Example of one such crash:
	general protection fault: 0000 [#1] SMP PTI
	CPU: 1 PID: 1721 Comm: kworker/14:1 Not tainted 4.17.0-smp
	...
	Workqueue: memcg_kmem_cache kmemcg_deactivate_workfn
	RIP: 0010:has_cpu_slab
	...
	Call Trace:
	? on_each_cpu_cond
	__kmem_cache_shrink
	kmemcg_cache_deact_after_rcu
	kmemcg_deactivate_workfn
	process_one_work
	worker_thread
	kthread
	ret_from_fork+0x35/0x40

This issue is due to the lack of real reference counting for the root
kmem_caches. Currently kmem_cache does have a field named refcount which
has been used for multiple purposes i.e. shared count, reference count
and noshare flag. Due to its conflated nature, it can not be used for
reference counting by other subsystems.

This patch decoupled the reference counting from shared count and
noshare flag. The new field 'shared_count' represents the shared count
and noshare flag while 'refcount' is converted into a real reference
counter.

The reference counting is only implemented for root kmem_caches for
simplicity. The reference of a root kmem_cache is elevated on sharing or
while its memcg kmem_cache creation or deactivation request is in the
fly and thus it is made sure that the root kmem_cache is not destroyed
in the middle. As the reference of kmem_cache is elevated on sharing,
the 'shared_count' does not need any locking protection as at worst it
can be out-dated for a small window which is tolerable.

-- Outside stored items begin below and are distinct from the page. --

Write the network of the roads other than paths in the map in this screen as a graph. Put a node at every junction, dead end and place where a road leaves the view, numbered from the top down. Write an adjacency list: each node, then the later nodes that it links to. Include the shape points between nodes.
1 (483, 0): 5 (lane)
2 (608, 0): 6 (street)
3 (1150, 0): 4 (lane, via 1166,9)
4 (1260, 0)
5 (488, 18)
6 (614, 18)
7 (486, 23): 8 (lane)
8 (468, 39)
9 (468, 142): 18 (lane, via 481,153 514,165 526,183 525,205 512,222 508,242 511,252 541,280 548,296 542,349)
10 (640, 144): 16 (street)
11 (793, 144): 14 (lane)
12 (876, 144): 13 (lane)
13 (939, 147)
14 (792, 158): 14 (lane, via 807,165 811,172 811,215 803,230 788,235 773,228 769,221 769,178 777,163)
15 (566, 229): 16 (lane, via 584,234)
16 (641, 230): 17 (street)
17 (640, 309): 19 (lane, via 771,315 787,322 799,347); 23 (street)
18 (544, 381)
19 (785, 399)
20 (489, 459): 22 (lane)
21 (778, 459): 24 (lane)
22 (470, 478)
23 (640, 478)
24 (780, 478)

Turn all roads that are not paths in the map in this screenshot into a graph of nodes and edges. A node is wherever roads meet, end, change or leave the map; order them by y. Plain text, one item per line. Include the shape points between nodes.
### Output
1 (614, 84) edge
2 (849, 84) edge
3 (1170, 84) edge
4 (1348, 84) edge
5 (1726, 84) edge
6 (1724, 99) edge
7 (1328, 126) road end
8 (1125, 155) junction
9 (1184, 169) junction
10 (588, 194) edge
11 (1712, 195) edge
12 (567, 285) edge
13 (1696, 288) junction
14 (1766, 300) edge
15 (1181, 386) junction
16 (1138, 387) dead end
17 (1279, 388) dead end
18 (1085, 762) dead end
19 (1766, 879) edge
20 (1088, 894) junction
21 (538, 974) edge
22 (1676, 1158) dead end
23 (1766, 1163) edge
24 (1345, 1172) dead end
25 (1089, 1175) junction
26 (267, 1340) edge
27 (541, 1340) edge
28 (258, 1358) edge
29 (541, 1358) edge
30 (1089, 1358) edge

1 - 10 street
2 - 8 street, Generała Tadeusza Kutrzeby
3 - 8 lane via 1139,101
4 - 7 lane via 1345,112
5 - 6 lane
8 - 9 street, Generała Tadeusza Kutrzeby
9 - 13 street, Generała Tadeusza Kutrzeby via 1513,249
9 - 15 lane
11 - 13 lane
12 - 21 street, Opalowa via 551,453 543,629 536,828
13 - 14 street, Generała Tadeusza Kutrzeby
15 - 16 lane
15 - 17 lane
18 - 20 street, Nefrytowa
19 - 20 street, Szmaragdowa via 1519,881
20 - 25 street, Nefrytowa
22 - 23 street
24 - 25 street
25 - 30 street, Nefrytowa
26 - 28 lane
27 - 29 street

Signed-off-by: Shakeel Butt <shakeelb@google.com>
---
Changelog since v1:
- Added more documentation to the code
- Renamed fields to be more readable

 include/linux/slab.h     |   2 +
 include/linux/slab_def.h |   5 +-
 include/linux/slub_def.h |   3 +-
 mm/memcontrol.c          |   7 +++
 mm/slab.c                |   4 +-
 mm/slab.h                |   5 +-
 mm/slab_common.c         | 122 ++++++++++++++++++++++++++++++++-------
 mm/slub.c                |  14 +++--
 8 files changed, 130 insertions(+), 32 deletions(-)

Comments

Vladimir Davydov May 26, 2018, 6:58 p.m. UTC | #1
On Tue, May 22, 2018 at 01:13:36PM -0700, Shakeel Butt wrote:
> The memcg kmem cache creation and deactivation (SLUB only) is
> asynchronous. If a root kmem cache is destroyed whose memcg cache is in
> the process of creation or deactivation, the kernel may crash.
> 
> Example of one such crash:
> 	general protection fault: 0000 [#1] SMP PTI
> 	CPU: 1 PID: 1721 Comm: kworker/14:1 Not tainted 4.17.0-smp
> 	...
> 	Workqueue: memcg_kmem_cache kmemcg_deactivate_workfn
> 	RIP: 0010:has_cpu_slab
> 	...
> 	Call Trace:
> 	? on_each_cpu_cond
> 	__kmem_cache_shrink
> 	kmemcg_cache_deact_after_rcu
> 	kmemcg_deactivate_workfn
> 	process_one_work
> 	worker_thread
> 	kthread
> 	ret_from_fork+0x35/0x40
> 
> This issue is due to the lack of real reference counting for the root
> kmem_caches. Currently kmem_cache does have a field named refcount which
> has been used for multiple purposes i.e. shared count, reference count
> and noshare flag. Due to its conflated nature, it can not be used for
> reference counting by other subsystems.
> 
> This patch decoupled the reference counting from shared count and
> noshare flag. The new field 'shared_count' represents the shared count
> and noshare flag while 'refcount' is converted into a real reference
> counter.
> 
> The reference counting is only implemented for root kmem_caches for
> simplicity. The reference of a root kmem_cache is elevated on sharing or
> while its memcg kmem_cache creation or deactivation request is in the
> fly and thus it is made sure that the root kmem_cache is not destroyed
> in the middle. As the reference of kmem_cache is elevated on sharing,
> the 'shared_count' does not need any locking protection as at worst it
> can be out-dated for a small window which is tolerable.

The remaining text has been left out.